I thought I posted a blog about being done with this Painting on Wednesday Night, but I guess it has been lost in oblivion. Considering the time (3 am), I'm sure it probably wasn't a very good blog anyway. So, instead of explaining the painting i depth, I'm going to take the advice of a very wise man, and let this painting speak for itself. This is Jellyfish Number Five.
Other than the finishing of this painting, life has been going on pretty unpredictably. There have been a few dramatic verbal skirmishes here and there with people who are fed up with my artistic hermitage. Ah, well. Sometimes you have to sacrifice some of your social life in order to get things done. If you are in the same boat with these people, fear not, I'll come out of my cave in 2011. Actually, you won't have to wait that long! Tonight I'm going out to Crane's Hollywood Tavern (next to the Palladium) where my band, The Art Stars will be playing.

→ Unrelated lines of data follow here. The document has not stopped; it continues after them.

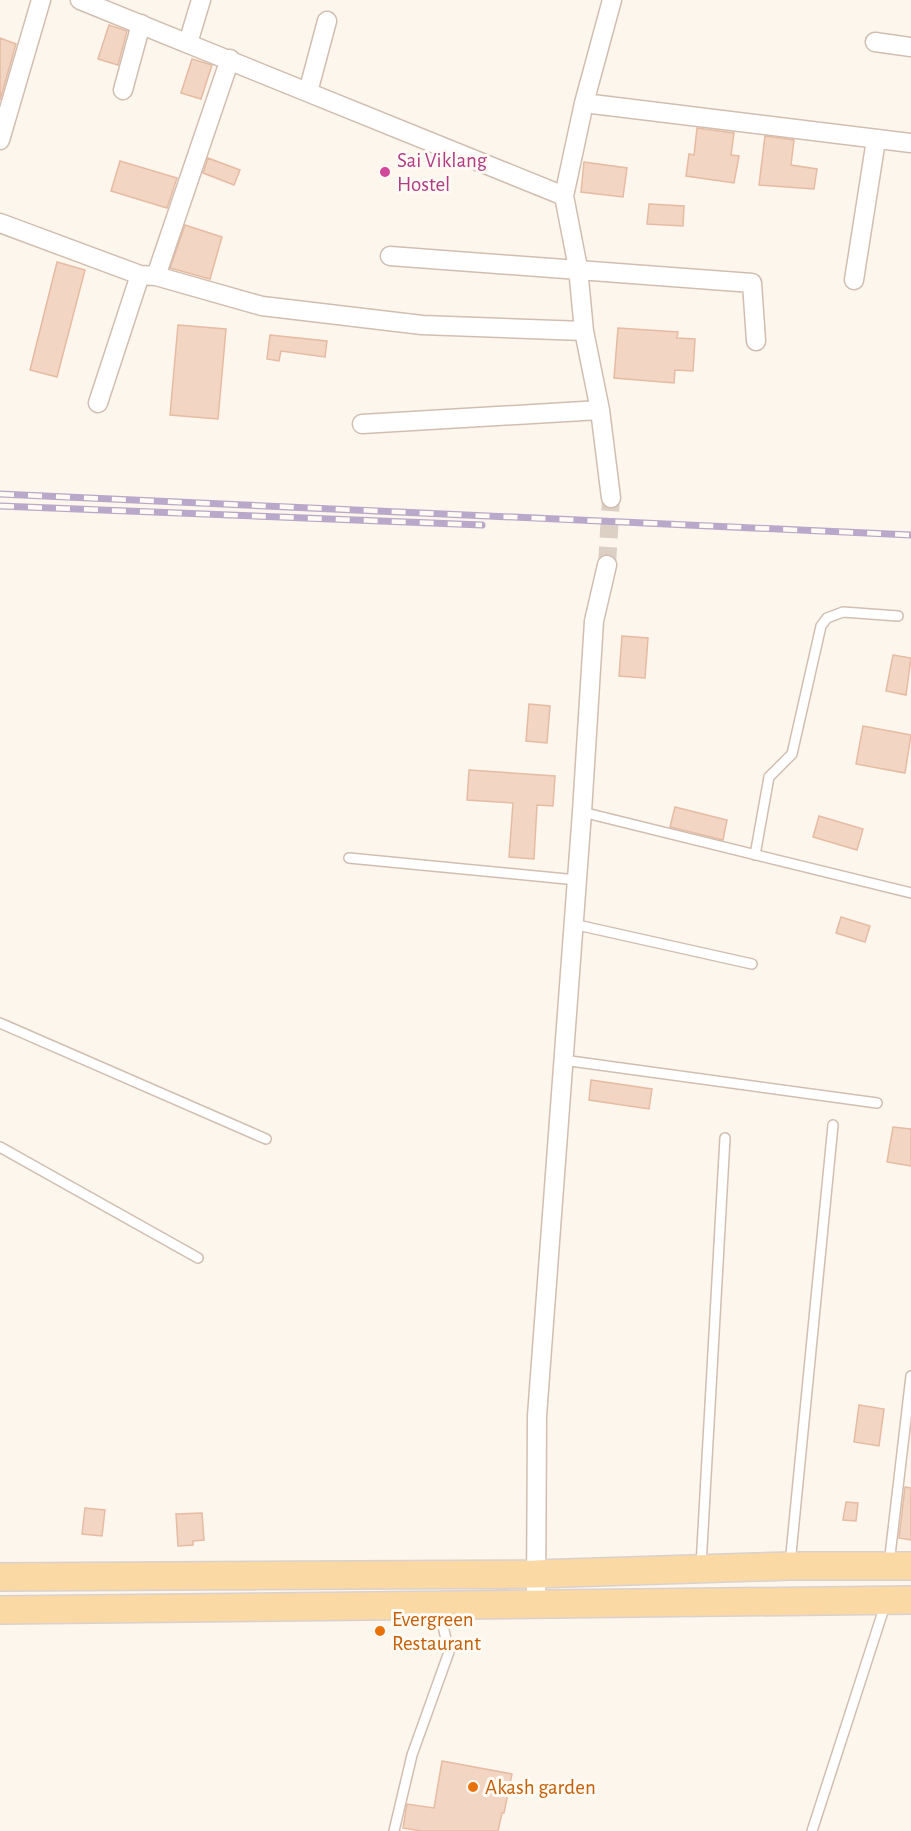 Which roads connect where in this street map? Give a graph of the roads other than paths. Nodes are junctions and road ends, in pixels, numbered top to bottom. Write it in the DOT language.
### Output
graph roads {
  1 [pos="41,0"];
  2 [pos="80,0"];
  3 [pos="201,0"];
  4 [pos="612,0"];
  5 [pos="327,21"];
  6 [pos="141,24"];
  7 [pos="875,42"];
  8 [pos="188,43"];
  9 [pos="911,47"];
  10 [pos="230,59"];
  11 [pos="123,90"];
  12 [pos="308,92"];
  13 [pos="584,104"];
  14 [pos="0,140"];
  15 [pos="876,140"];
  16 [pos="911,143"];
  17 [pos="564,196"];
  18 [pos="0,223"];
  19 [pos="390,255"];
  20 [pos="578,268"];
  21 [pos="148,276"];
  22 [pos="854,280"];
  23 [pos="585,332"];
  24 [pos="756,341"];
  25 [pos="98,403"];
  26 [pos="600,410"];
  27 [pos="362,424"];
  28 [pos="612,498"];
  29 [pos="607,566"];
  30 [pos="898,616"];
  31 [pos="582,812"];
  32 [pos="755,855"];
  33 [pos="349,858"];
  34 [pos="576,880"];
  35 [pos="911,893"];
  36 [pos="573,924"];
  37 [pos="752,964"];
  38 [pos="0,1023"];
  39 [pos="563,1060"];
  40 [pos="877,1103"];
  41 [pos="833,1125"];
  42 [pos="725,1138"];
  43 [pos="266,1139"];
  44 [pos="0,1147"];
  45 [pos="198,1258"];
  46 [pos="911,1376"];
  47 [pos="790,1566"];
  48 [pos="900,1566"];
  49 [pos="701,1569"];
  50 [pos="535,1574"];
  51 [pos="0,1578"];
  52 [pos="899,1600"];
  53 [pos="536,1605"];
  54 [pos="438,1606"];
  55 [pos="0,1610"];
  56 [pos="394,1831"];
  57 [pos="812,1831"];
  1 -- 14 [label="street"];
  2 -- 6 [label="street"];
  3 -- 8 [label="street"];
  4 -- 13 [label="street"];
  5 -- 12 [label="street"];
  6 -- 8 [label="street"];
  6 -- 11 [label="street"];
  7 -- 9 [label="street"];
  8 -- 10 [label="street"];
  10 -- 12 [label="street"];
  10 -- 21 [label="street"];
  12 -- 17 [label="street"];
  13 -- 15 [label="street"];
  13 -- 17 [label="street"];
  15 -- 16 [label="street"];
  15 -- 22 [label="street"];
  17 -- 20 [label="street"];
  18 -- 21 [label="street"];
  19 -- 20 [label="street"];
  20 -- 23 [label="street"];
  20 -- 24 [label="street"];
  21 -- 23 [label="street"];
  21 -- 25 [label="street"];
  23 -- 26 [label="street"];
  26 -- 27 [label="street"];
  26 -- 28 [label="street"];
  29 -- 31 [label="street"];
  30 -- 32 [label="lane"];
  31 -- 32 [label="lane"];
  31 -- 34 [label="street"];
  32 -- 35 [label="lane"];
  33 -- 34 [label="lane"];
  34 -- 36 [label="street"];
  36 -- 37 [label="lane"];
  36 -- 39 [label="street"];
  38 -- 43 [label="lane"];
  39 -- 40 [label="lane"];
  39 -- 50 [label="street"];
  41 -- 47 [label="lane"];
  42 -- 49 [label="lane"];
  44 -- 45 [label="lane"];
  46 -- 48 [label="lane"];
  47 -- 48 [label="main road"];
  47 -- 49 [label="main road"];
  49 -- 50 [label="main road"];
  50 -- 51 [label="main road"];
  50 -- 53 [label="street"];
  52 -- 53 [label="main road"];
  52 -- 57 [label="lane"];
  53 -- 54 [label="main road"];
  54 -- 55 [label="main road"];
  54 -- 56 [label="lane"];
}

Since I'm broke, I probably won't be drinking, unless I can con some unsuspecting poor chap into buying me a beer, which is pretty likely. Am I excited to play in Hollywood? Hmmm, not so much. Maybe its the fact that we practiced last night and sounded like utter ass, or maybe it's because I'm tired of dealing with the brotherhood of rock (This is a term I coined myself. It refers to guys in bands who like to exchange guitar chords and music history anecdotes with each other and will nod in approval at anything other band dudes say. Throw a girl into the mix and have her state an opinion on how a song should sound or an anecdote of her own, and the guys will inevitably look at her like she is speaking Martian.) I've never played in a band with another girl, always surrounded by the brotherhood, a lone wolf. For about one month, our band had a female bass player, but she was more masculine than any of the guys in the band, including the drummer. And there was that other time we tried out another female bass player/ roller derby champion who called herself the dude and had a belt buckle with her name on it, just in case you forgot. You wouldn't forget, though, the minute you took one look at her bulging biceps. Unfortunately, neither of those girls could actually play bass, and the former was a couple kiwis short of being a total fruit basket.
That being said, if you live in the LA area, please come down to Crane's Hollywood Tavern to say hello. For the rest of the day, I'll be making incredible art.